Keeping Things Simple
While adding structured data scanning has meant a few changes and new features, we aspired to keep the user experience changes to the rest of the platform to a minimum.
For example, customers who already scan their unstructured data with data class collections like “Personal Data”, or custom data collections, can continue to use the same collections and data classes to scan their structured databases as well, with zero changes in their data definitions. Viewing and triaging the results of those scans, in data catalog and policy violations, have not changed either, and includes results from both structured and unstructured findings in the same place, so that teams have a unified view their data risk posture.

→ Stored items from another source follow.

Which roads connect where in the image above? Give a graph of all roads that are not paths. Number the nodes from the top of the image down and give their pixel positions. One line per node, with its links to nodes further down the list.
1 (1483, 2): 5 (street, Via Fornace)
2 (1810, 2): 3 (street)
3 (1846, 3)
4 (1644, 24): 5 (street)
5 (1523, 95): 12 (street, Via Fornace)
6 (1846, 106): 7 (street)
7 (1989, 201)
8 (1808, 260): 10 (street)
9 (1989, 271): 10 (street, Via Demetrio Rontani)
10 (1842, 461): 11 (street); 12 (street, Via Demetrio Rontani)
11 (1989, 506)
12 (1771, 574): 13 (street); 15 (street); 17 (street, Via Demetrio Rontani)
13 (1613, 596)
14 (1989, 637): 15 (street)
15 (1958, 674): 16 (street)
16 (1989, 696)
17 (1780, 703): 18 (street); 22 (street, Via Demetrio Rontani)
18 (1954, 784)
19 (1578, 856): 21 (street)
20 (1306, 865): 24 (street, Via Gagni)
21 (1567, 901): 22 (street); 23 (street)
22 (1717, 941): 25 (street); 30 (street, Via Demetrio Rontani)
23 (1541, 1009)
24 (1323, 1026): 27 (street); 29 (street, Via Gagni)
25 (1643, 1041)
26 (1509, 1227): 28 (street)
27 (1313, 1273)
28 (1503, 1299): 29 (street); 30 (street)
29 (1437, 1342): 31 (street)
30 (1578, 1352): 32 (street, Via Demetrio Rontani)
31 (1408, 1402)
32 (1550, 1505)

In Maps and Asset Lists, we’ve integrated structured data assets seamlessly. Besides a few changes, such as the authentication status for structured data assets, the remaining functionality remains the same - for example, you can quickly see whether a structured data asset has a backup policy configured, just like you can see it with an object data store.
Conclusion
Across our careers, our team has been part of building hundreds of products from Microsoft Cortana to CrowdStrike EDR and far, far beyond. Creating the Open Raven platform has been one of the fascinating efforts we’ve been a part of as we set tight parameters for data safety and privacy while accepting the massive scale and variety of modern data. Our latest work on structured data we described in this post is a signal of much more to come as we take Open Raven into new frontiers in the year ahead.